Pictures in the data must not be copied, but everything else should be output exactly.

[Data to use]

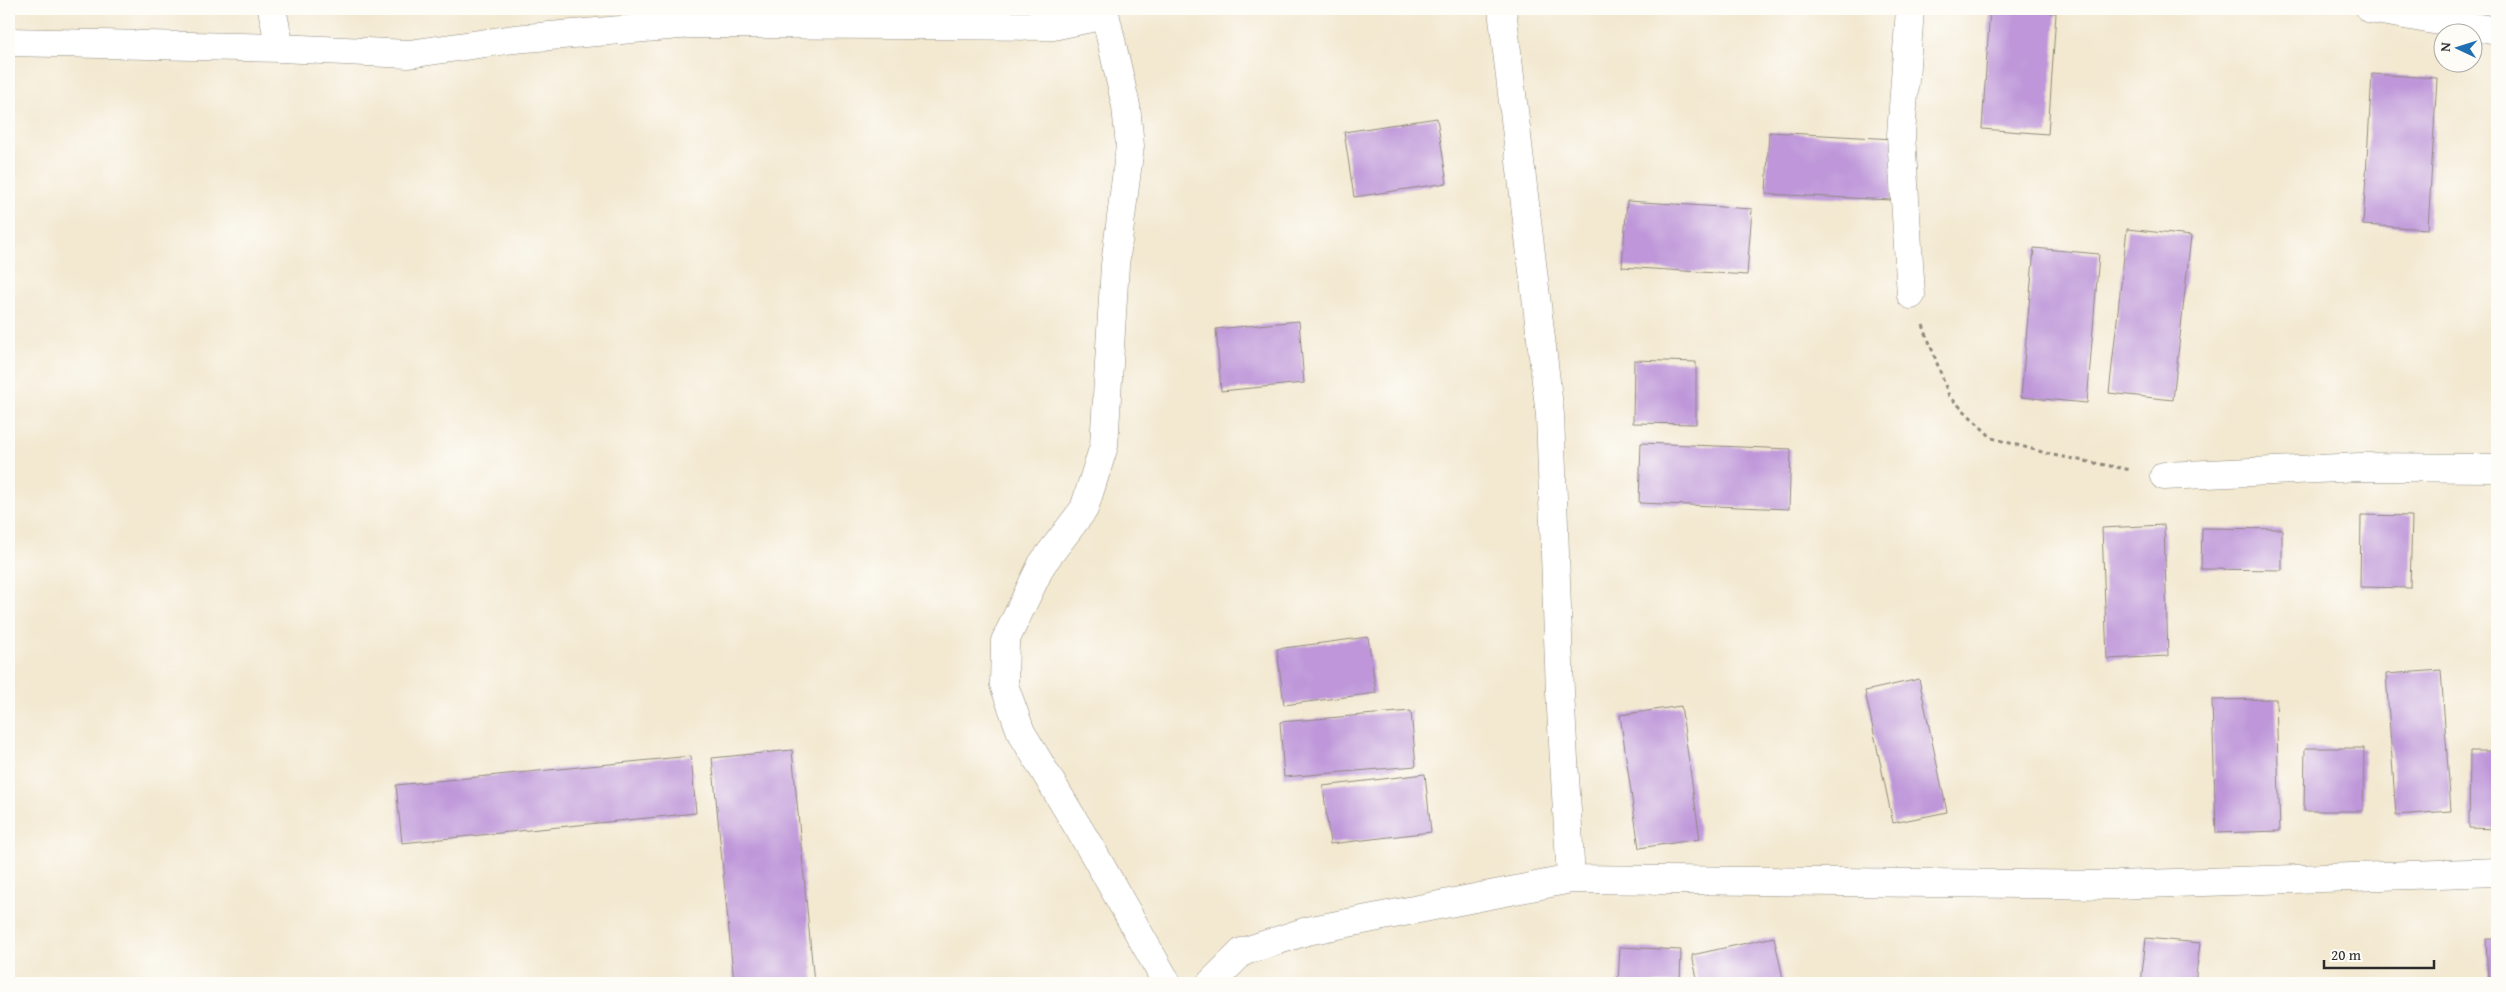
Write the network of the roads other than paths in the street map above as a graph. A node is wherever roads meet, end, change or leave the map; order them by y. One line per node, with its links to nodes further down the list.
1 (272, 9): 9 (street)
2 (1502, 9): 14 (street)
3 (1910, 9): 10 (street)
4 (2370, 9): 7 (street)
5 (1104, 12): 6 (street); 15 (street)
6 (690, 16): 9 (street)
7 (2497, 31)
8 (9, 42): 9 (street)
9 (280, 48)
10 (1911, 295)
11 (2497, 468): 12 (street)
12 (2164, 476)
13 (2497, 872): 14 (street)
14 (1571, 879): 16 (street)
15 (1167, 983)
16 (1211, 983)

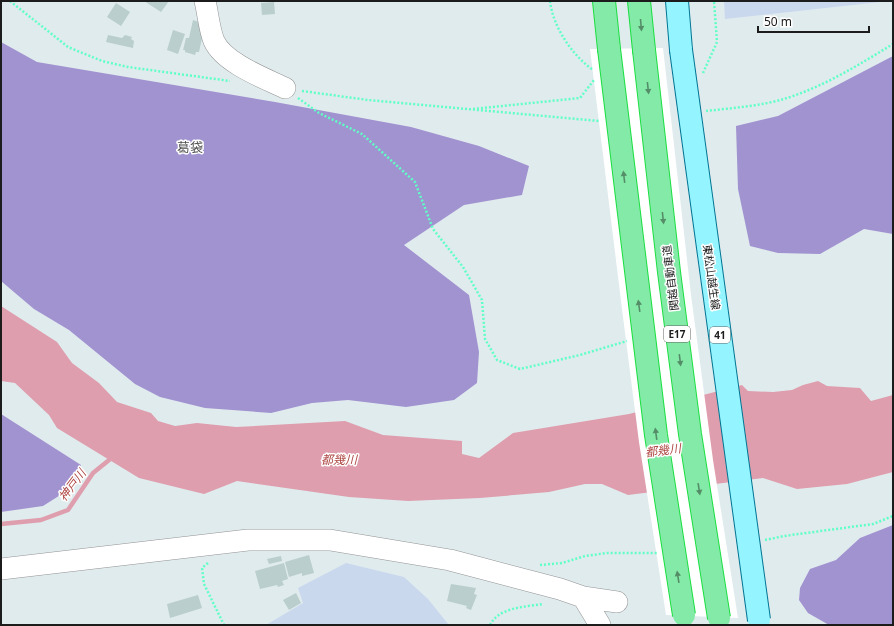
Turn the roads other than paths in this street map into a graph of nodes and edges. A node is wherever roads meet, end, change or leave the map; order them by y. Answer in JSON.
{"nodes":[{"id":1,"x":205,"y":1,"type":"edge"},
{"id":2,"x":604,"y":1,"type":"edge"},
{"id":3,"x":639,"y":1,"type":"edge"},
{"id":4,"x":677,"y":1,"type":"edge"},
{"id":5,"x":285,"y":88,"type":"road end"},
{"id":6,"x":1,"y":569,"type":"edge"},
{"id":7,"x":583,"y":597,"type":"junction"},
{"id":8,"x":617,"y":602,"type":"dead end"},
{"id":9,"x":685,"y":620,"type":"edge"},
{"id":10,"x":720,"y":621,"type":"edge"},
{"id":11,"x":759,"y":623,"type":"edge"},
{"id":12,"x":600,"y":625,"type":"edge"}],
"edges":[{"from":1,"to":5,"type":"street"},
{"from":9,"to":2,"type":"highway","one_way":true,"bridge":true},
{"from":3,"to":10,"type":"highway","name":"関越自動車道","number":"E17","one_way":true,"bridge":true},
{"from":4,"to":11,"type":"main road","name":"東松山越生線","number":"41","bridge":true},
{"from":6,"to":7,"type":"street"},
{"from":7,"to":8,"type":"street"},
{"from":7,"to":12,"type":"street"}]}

[/Data to use]

**Answer to this task**
Write the network of the roads other than paths in the street map above as a graph. A node is wherever roads meet, end, change or leave the map; order them by y. One line per node, with its links to nodes further down the list.
1 (272, 9): 9 (street)
2 (1502, 9): 14 (street)
3 (1910, 9): 10 (street)
4 (2370, 9): 7 (street)
5 (1104, 12): 6 (street); 15 (street)
6 (690, 16): 9 (street)
7 (2497, 31)
8 (9, 42): 9 (street)
9 (280, 48)
10 (1911, 295)
11 (2497, 468): 12 (street)
12 (2164, 476)
13 (2497, 872): 14 (street)
14 (1571, 879): 16 (street)
15 (1167, 983)
16 (1211, 983)

Turn the roads other than paths in this street map into a graph of nodes and edges. A node is wherever roads meet, end, change or leave the map; order them by y. Answer in JSON.
{"nodes":[{"id":1,"x":205,"y":1,"type":"edge"},
{"id":2,"x":604,"y":1,"type":"edge"},
{"id":3,"x":639,"y":1,"type":"edge"},
{"id":4,"x":677,"y":1,"type":"edge"},
{"id":5,"x":285,"y":88,"type":"road end"},
{"id":6,"x":1,"y":569,"type":"edge"},
{"id":7,"x":583,"y":597,"type":"junction"},
{"id":8,"x":617,"y":602,"type":"dead end"},
{"id":9,"x":685,"y":620,"type":"edge"},
{"id":10,"x":720,"y":621,"type":"edge"},
{"id":11,"x":759,"y":623,"type":"edge"},
{"id":12,"x":600,"y":625,"type":"edge"}],
"edges":[{"from":1,"to":5,"type":"street"},
{"from":9,"to":2,"type":"highway","one_way":true,"bridge":true},
{"from":3,"to":10,"type":"highway","name":"関越自動車道","number":"E17","one_way":true,"bridge":true},
{"from":4,"to":11,"type":"main road","name":"東松山越生線","number":"41","bridge":true},
{"from":6,"to":7,"type":"street"},
{"from":7,"to":8,"type":"street"},
{"from":7,"to":12,"type":"street"}]}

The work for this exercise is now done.